De overige artikelen in deze publicatie behandelen algemene onderwerpen, gerelateerd aan artistiek onderzoek in muziek. Ze bespreken methodologie en praktische aanpak, subjectiviteit versus objectiviteit, gedeelde en contrasterende visies binnen het creatieve veld dat kunst ongetwijfeld is, en ze bevestigen bovendien de zelfstandigheid van kunst als vrije expressie van denken; de verwerving van kennis bewandelt daarbij vaak het interdisciplinaire pad tussen discursieve en non-discursieve criteria. Bijvoorbeeld “Searching for Depth in the Flat World” van Esa Kirkkopelto, p. 142. Dit artikel verwelkomt dankbaar technologie in het kunstonderzoek, en deze technologie beïnvloedt onmiskenbaar de mens-onderzoeker in de kunsten op ingrijpende wijze, een onvermijdelijke evolutie (‘techno-logisch’ zoals het artikel het aanprijst), in ieder geval zolang diezelfde technologie het denken over kunst niet afremt. De vraag wordt ook gesteld hoe subjectiviteit geen vijand wordt in het onderzoek in de kunsten (zie “On Research, Truth, and The art of Making Music” van Karl Kurkela). Het artikel “Running in Circles, with ‘Music’ in Mind” van Susan Melrose brengt bijkomende gevaren aan het licht, want hoe staat kennis dan wel tegenover intuïtie? De artikelen “Two Decades of Artistic Research” en “Facing the Future Looking Back” blijken daarbij een interessant tweeluik om de Europese situatie te toetsen aan de Belgische organisatie, meer bepaald in het Orpheus Instituut. Ongetwijfeld boeiend is ook het dubbelartikel “Q and A” (Questioning and Answering) van Janneke Wesseling en Kitty Zijlmans over het formuleren en behandelen van onderzoeksvragen binnen het onderzoek in de kunsten.

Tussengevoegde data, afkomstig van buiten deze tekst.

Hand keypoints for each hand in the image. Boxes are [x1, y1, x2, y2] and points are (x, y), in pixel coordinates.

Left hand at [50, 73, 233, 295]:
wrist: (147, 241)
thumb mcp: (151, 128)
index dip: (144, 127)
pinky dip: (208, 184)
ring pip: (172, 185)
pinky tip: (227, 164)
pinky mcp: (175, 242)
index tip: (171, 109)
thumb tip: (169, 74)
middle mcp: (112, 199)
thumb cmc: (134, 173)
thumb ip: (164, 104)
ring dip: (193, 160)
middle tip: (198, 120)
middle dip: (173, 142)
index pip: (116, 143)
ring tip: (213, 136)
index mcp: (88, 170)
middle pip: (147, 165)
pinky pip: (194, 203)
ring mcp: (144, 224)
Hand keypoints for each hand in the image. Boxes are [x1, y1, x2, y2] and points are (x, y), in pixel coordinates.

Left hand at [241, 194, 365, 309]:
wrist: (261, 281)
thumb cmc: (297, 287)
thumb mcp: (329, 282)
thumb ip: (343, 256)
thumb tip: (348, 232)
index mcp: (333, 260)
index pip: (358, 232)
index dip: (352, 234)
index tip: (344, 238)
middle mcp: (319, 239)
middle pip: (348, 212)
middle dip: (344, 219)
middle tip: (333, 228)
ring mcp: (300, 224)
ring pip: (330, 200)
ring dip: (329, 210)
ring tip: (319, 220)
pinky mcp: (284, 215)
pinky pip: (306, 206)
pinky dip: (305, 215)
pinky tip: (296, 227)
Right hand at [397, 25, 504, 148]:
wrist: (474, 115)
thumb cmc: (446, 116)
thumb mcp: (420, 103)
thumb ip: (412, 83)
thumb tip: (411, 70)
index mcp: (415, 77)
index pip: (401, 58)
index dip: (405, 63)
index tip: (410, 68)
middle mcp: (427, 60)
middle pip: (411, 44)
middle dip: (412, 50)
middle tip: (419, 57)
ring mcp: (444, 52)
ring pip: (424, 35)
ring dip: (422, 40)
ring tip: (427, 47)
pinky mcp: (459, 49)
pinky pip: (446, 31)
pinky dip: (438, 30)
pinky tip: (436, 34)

Het tweede deel van de publicatie bevat tien kortere reflecties over het academisch onderzoek in de kunsten in Vlaanderen en erbuiten. Het is op zijn minst interessant om de verschillende lokale perspectieven te ontdekken aangaande de nog jonge onderzoeksactiviteit in de kunsten en deze te duiden ten aanzien van het internationale gebeuren. Het laatste artikel, een bijdrage van Kevin Voets, schetst een objectief historisch overzicht van de onderwijssituatie aan de instituten voor hoger muziekonderwijs in Vlaanderen, een waardevolle bijdrage, zeker voor wie als buitenstaander de complexe onderwijssituatie in Vlaanderen wil begrijpen.

Artistic Research in Music: Discipline and Resistance is een verzorgde en mooi verluchte publicatie. Het boek is inhoudelijk goed opgebouwd, het oogt aantrekkelijk bij het lezen en het biedt door zijn veelzijdige onderwerpen heel wat interessante inzichten aan onderzoekers, uitvoerders en de gemotiveerde melomaan, die zich grondig willen bijscholen in actuele tendensen binnen de kunstmuziek. Deze lijvige publicatie is een uiterst aanbevelenswaardig werk dat niet mag ontbreken in uw bibliotheek.